Perece fácil dizer que os empresários carregam esse país nas costas, quando não enxergamos de fato aqueles de quem tanto dependem. Não são os empregados que dependem do patrão, e sim os patrões que dependem dos empregados. Até porque, o empregado, que vive da mão para a boca, se não conseguir aqui, terá de conseguir ali, o seu sustento, de um jeito ou de outro, para sobreviver. E o empregado, quando ganha o dinheiro, reinjeta na economia imediatamente, movendo o moinho, enquanto o rico, quando recebe recursos, aplica logo em ações, em CDB, em LCI, em LCA, ou injeta fora do país. Sem os empregados, os empregadores não conseguem desentupir a privada, nem limpar o próprio bumbum.

Desconfie sempre quando o político ou o patrão diz que está pensando no ganha-pão do empregado e que para isso, deve se arriscar em meio à pandemia. Não existe nada mais abjeto, pois é óbvio que está pensando em si próprio, porque se o empregado fosse seu filho, mandá-lo-ia para casa, sem perder o salário. Desconfie daqueles que defendem o isolamento vertical, pois isso contraria o que dizem os infectologistas de todo o mundo, embora isso seja defendido por um ou outro médico picareta que nem é infectologista. Desconfie, pois se fosse verdade o político também trabalharia pela causa pública, em vez de tentar se promover em meio ao caos, tentando criar empatia com a superficialidade do senso comum. E o povo ingênuo, está alimentando a máquina de propaganda mentirosa que quer usá-los e destruí-los.

O Brasil tem trilhões em reservas, justamente para contornar, com boa margem de segurança, crises como esta, dinheiro que é seu e meu. Morrerá de fome se preferirem aqueles que foram eleitos para nos administrar na paz e na guerra. Já o socorro bilionário aos banqueiros já chegou há muito tempo, enquanto estes mesmos já aumentaram os juros para lucrar ainda mais com a crise. Quem não se lembra do crescimento extraordinário dos bancos nas crises de 2008 e 2016?
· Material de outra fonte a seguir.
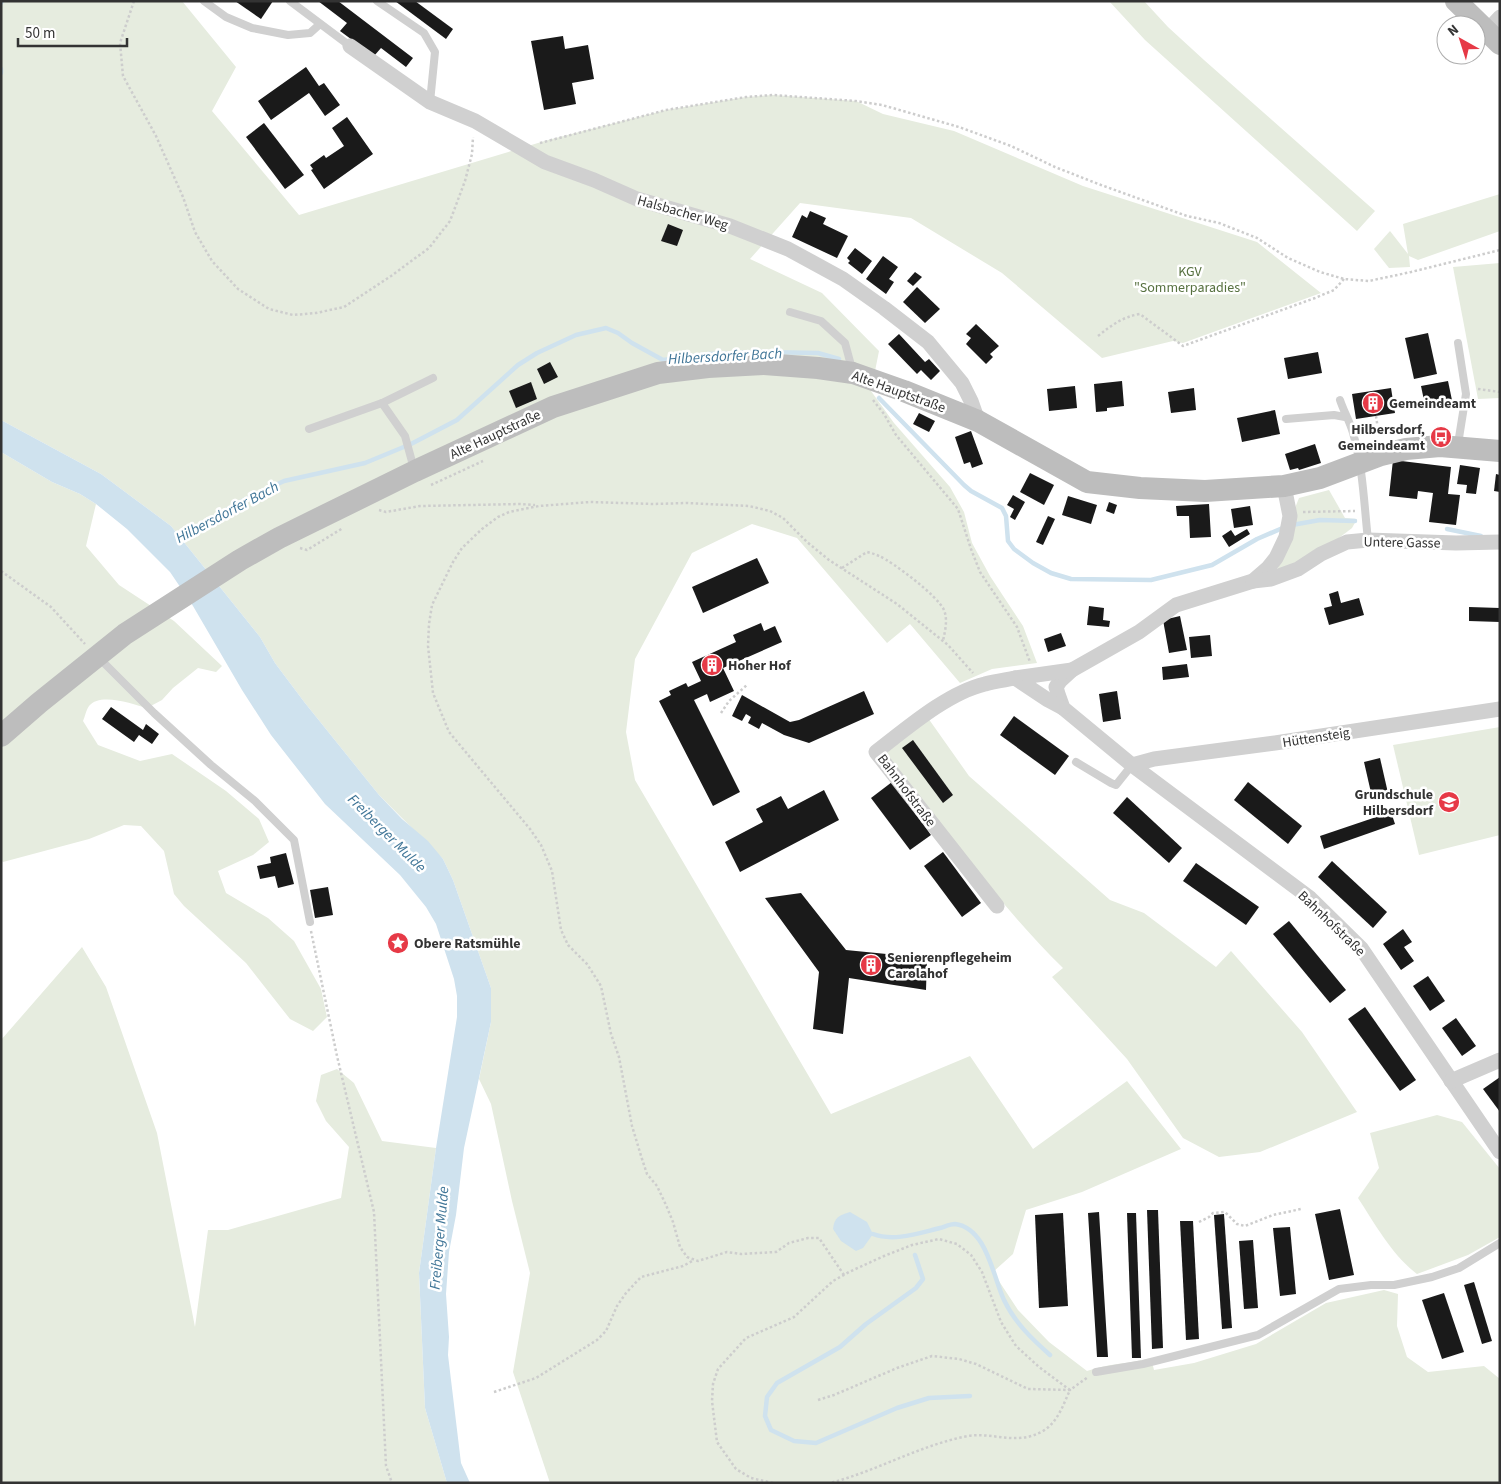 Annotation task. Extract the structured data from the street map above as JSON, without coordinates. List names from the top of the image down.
{
  "streets": {
    "main road": ["Alte Hauptstraße"],
    "street": [
      "Halsbacher Weg",
      "Untere Gasse",
      "Hüttensteig",
      "Bahnhofstraße"
    ]
  },
  "crossings": [
    ["Halsbacher Weg", "Alte Hauptstraße"],
    ["Alte Hauptstraße", "Bahnhofstraße"],
    ["Untere Gasse", "Bahnhofstraße"],
    ["Hüttensteig", "Bahnhofstraße"]
  ],
  "water": ["Hilbersdorfer Bach", "Freiberger Mulde"],
  "parks": ["KGV \"Sommerparadies\""],
  "places": {
    "building": ["Gemeindeamt", "Hoher Hof", "Seniorenpflegeheim Carolahof"],
    "bus stop": ["Hilbersdorf, Gemeindeamt"],
    "school or university": ["Grundschule Hilbersdorf"],
    "place": ["Obere Ratsmühle"]
  },
  "scale_bar": "50 m",
  "north": "top left"
} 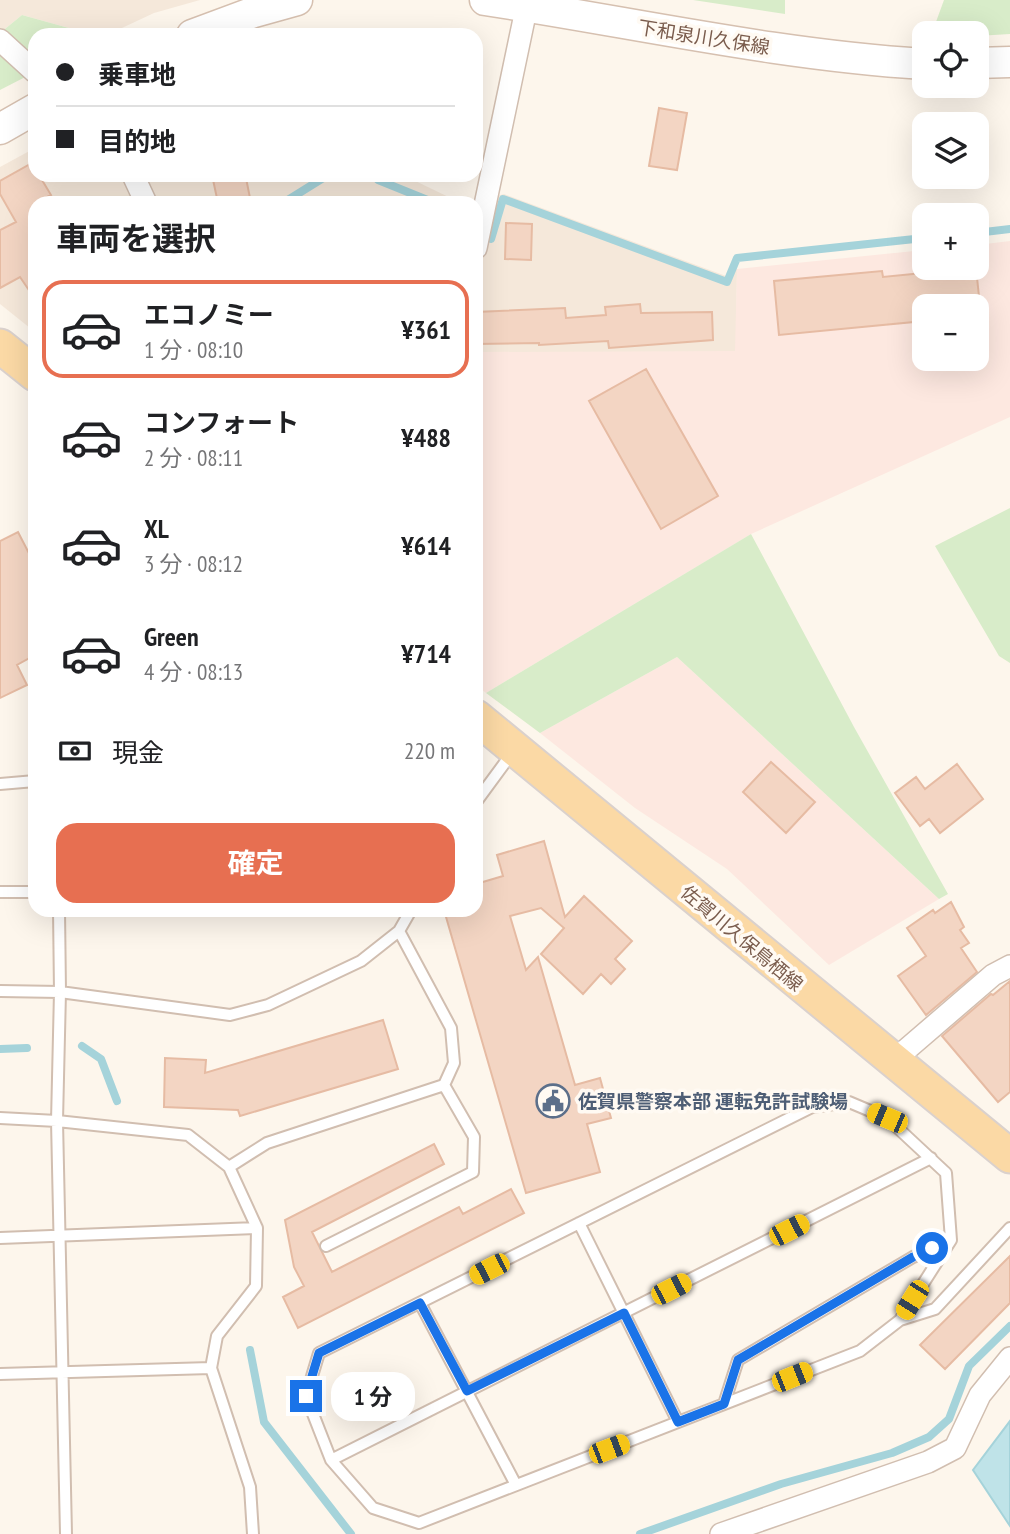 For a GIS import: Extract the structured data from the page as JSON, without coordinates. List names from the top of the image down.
{
  "streets": {
    "main road": ["佐賀川久保鳥栖線"],
    "street": ["下和泉川久保線"]
  },
  "places": {
    "public building": ["佐賀県警察本部 運転免許試験場"]
  },
  "page": {
    "map_buttons": ["+", "−"],
    "banner": ["乗車地", "目的地"],
    "heading": "車両を選択",
    "list": [
      {
        "name": "エコノミー",
        "note": "1 分 · 08:10",
        "value": "¥361"
      },
      {
        "name": "コンフォート",
        "note": "2 分 · 08:11",
        "value": "¥488"
      },
      {
        "name": "XL",
        "note": "3 分 · 08:12",
        "value": "¥614"
      },
      {
        "name": "Green",
        "note": "4 分 · 08:13",
        "value": "¥714"
      }
    ],
    "pay": ["現金", "220 m"],
    "buttons": "確定",
    "bubble": "1 分"
  }
} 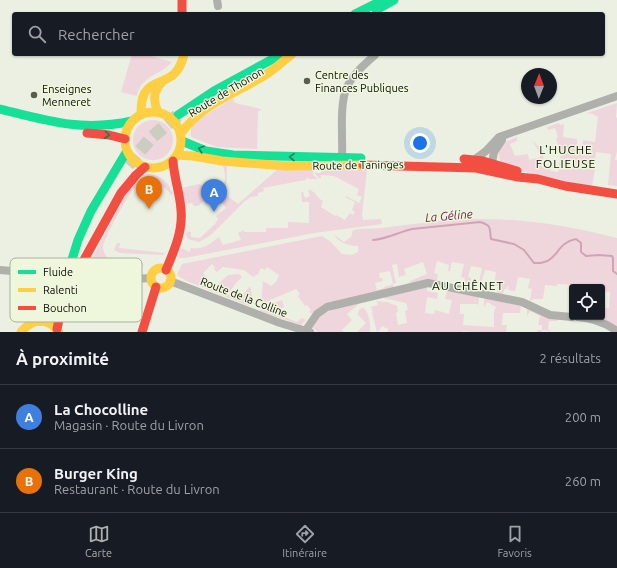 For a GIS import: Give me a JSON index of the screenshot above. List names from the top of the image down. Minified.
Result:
{"streets":{"main road":["Route de Thonon","Route de Taninges"],"street":["Route de la Colline"]},"districts":["L'HUCHE FOLIEUSE","AU CHÊNET"],"water":["La Géline"],"places":["Centre des Finances Publiques","Enseignes Menneret"],"legend":["Fluide","Ralenti","Bouchon"],"north":"top","page":{"search":"Rechercher","pins":["B","A"],"heading":["À proximité","2 résultats"],"list":[{"mark":"A","name":"La Chocolline","note":"Magasin · Route du Livron","value":"200 m"},{"mark":"B","name":"Burger King","note":"Restaurant · Route du Livron","value":"260 m"}],"nav":["Carte","Itinéraire","Favoris"]}} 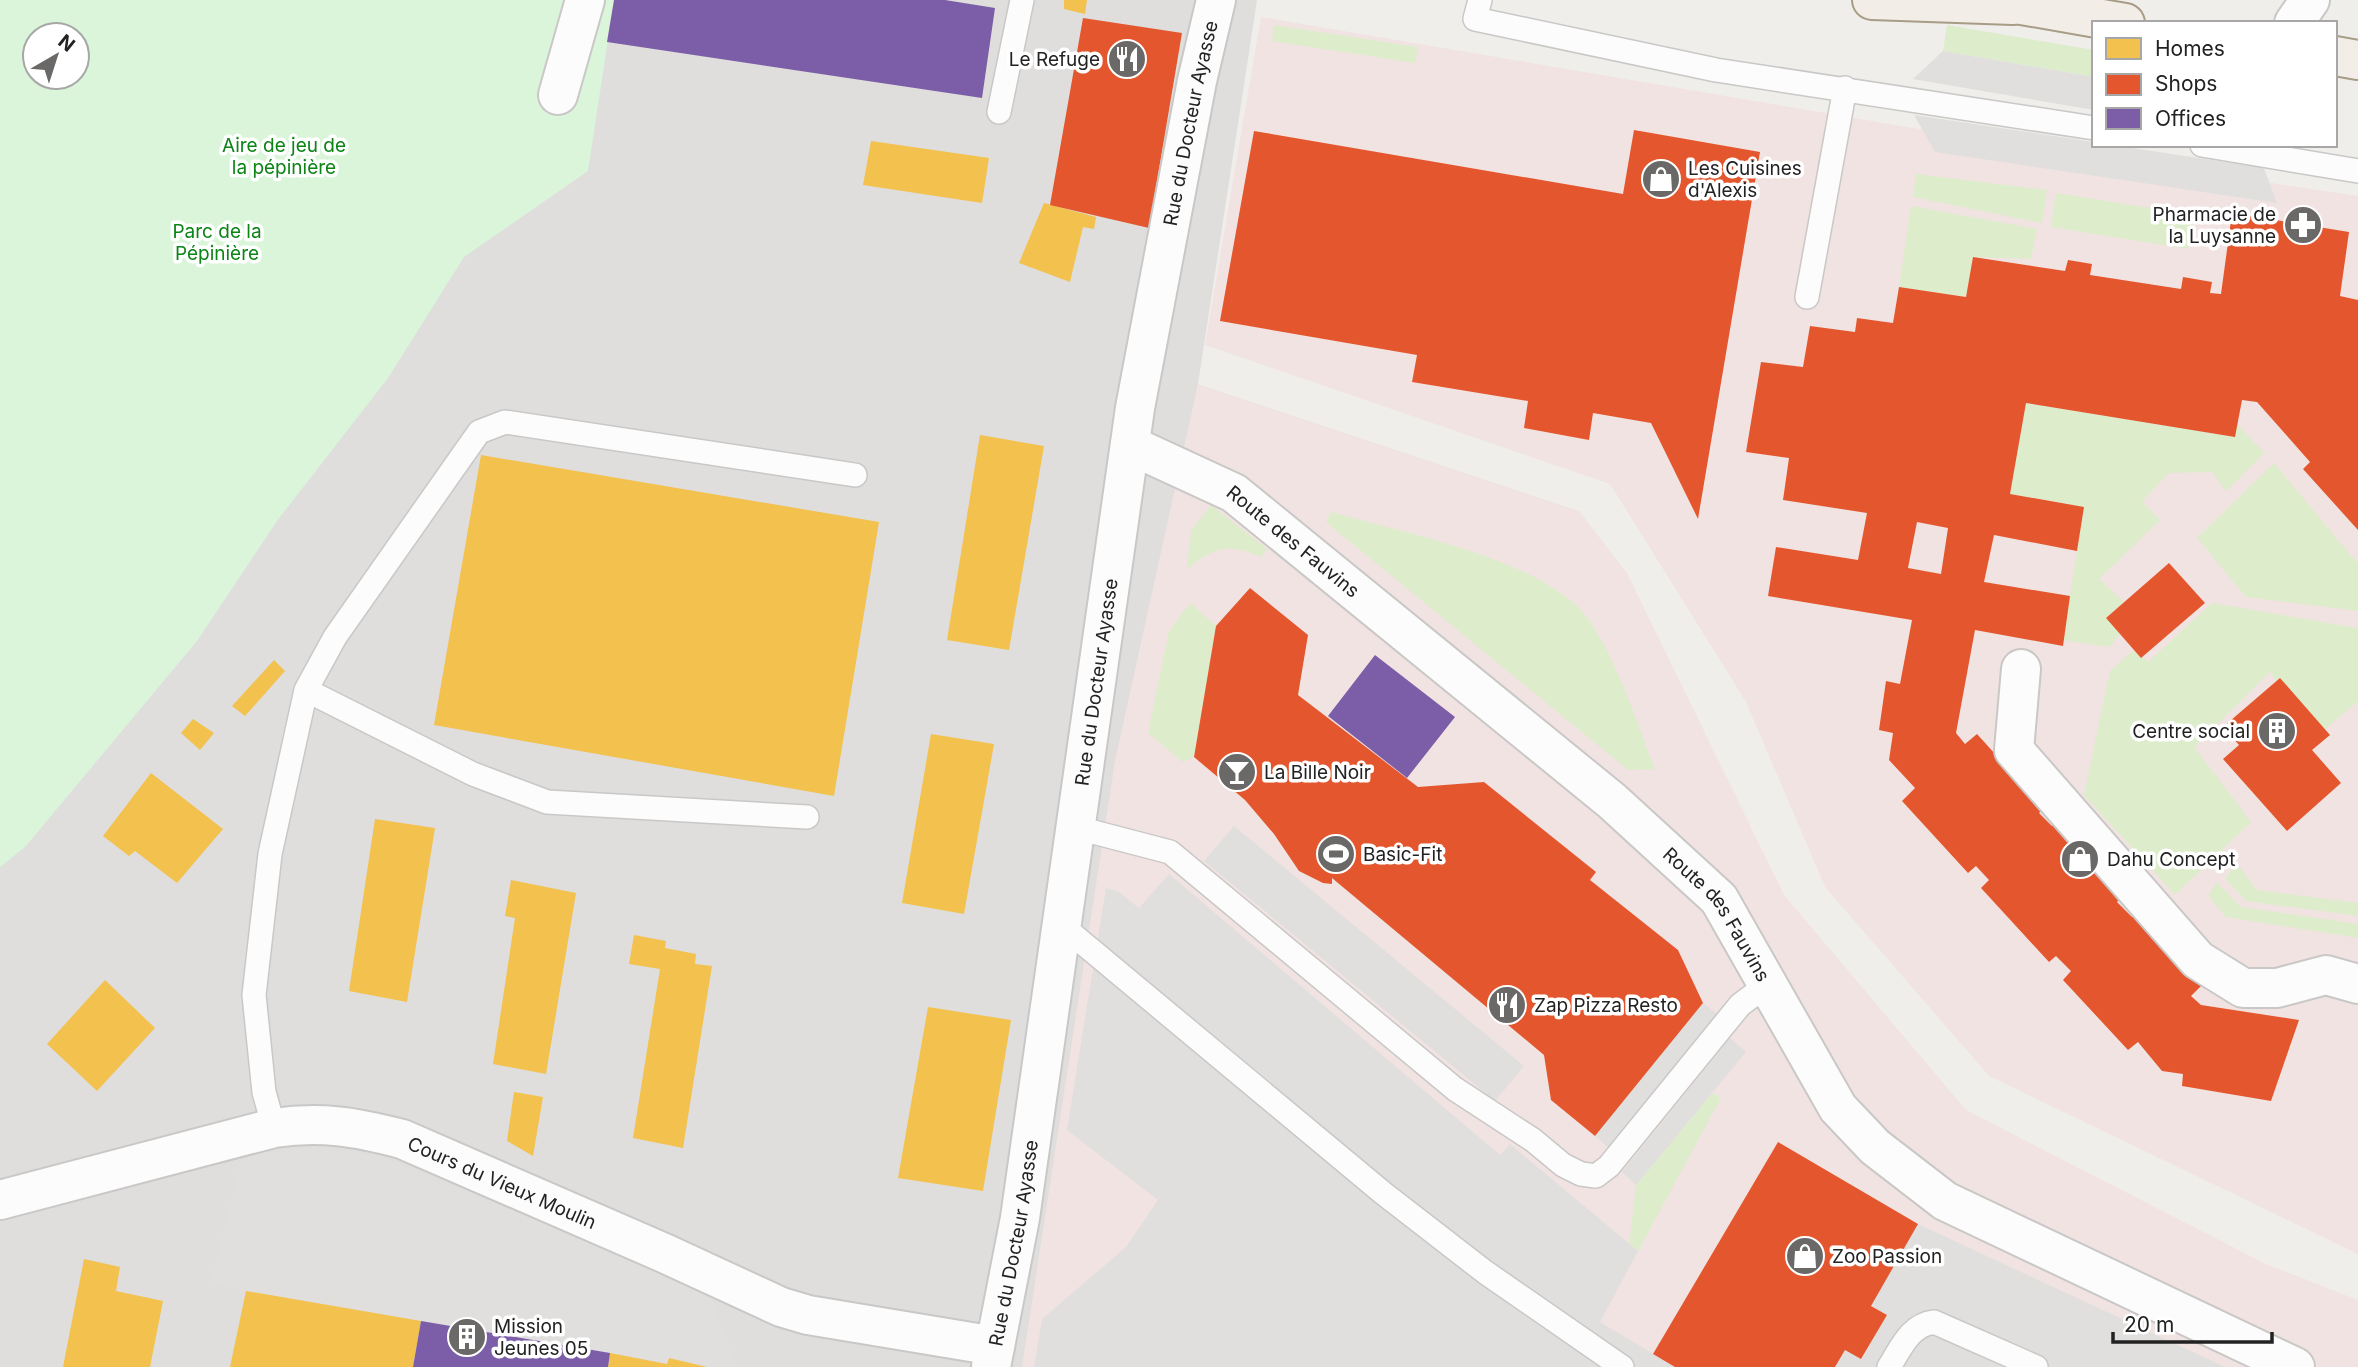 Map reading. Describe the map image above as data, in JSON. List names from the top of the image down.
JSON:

Está na hora de parar de olhar para esquerda e para a direita, e olharmos para frente, pois não estamos em ano eleitoral, e sim em meio a uma pandemia sem precedentes na história contemporânea. Para piorar, estamos numa era em que gente totalmente desgabaritada acha que tem direito de falar qualquer coisa ao público, sem medir consequências ou responsabilizar-se criminalmente pelo conteúdo de seus discursos, como fazem os youtubers, que se pretendem ensinar o que não sabem. Gente que se informa através do facebook e governa pelo twiter. O que diria Rui Barbosa se visse gente tão despreparada compondo a presidência da república e o quadro de ministérios? Lula, que também é corrupto, também não é nenhum posso de cultura, mas tinha uma capacidade de conciliação que Bolsonaro jamais terá.

Para terminar, todos desejam o caos, tanto a esquerda quanto a direita. A grande diferença é que a esquerda deseja o caos para virar o jogo e tomar novamente o poder, e a direita deseja o caos para ampliar os seus poderes, enquanto o centrão dança conforme a música, como quem canta na chuva.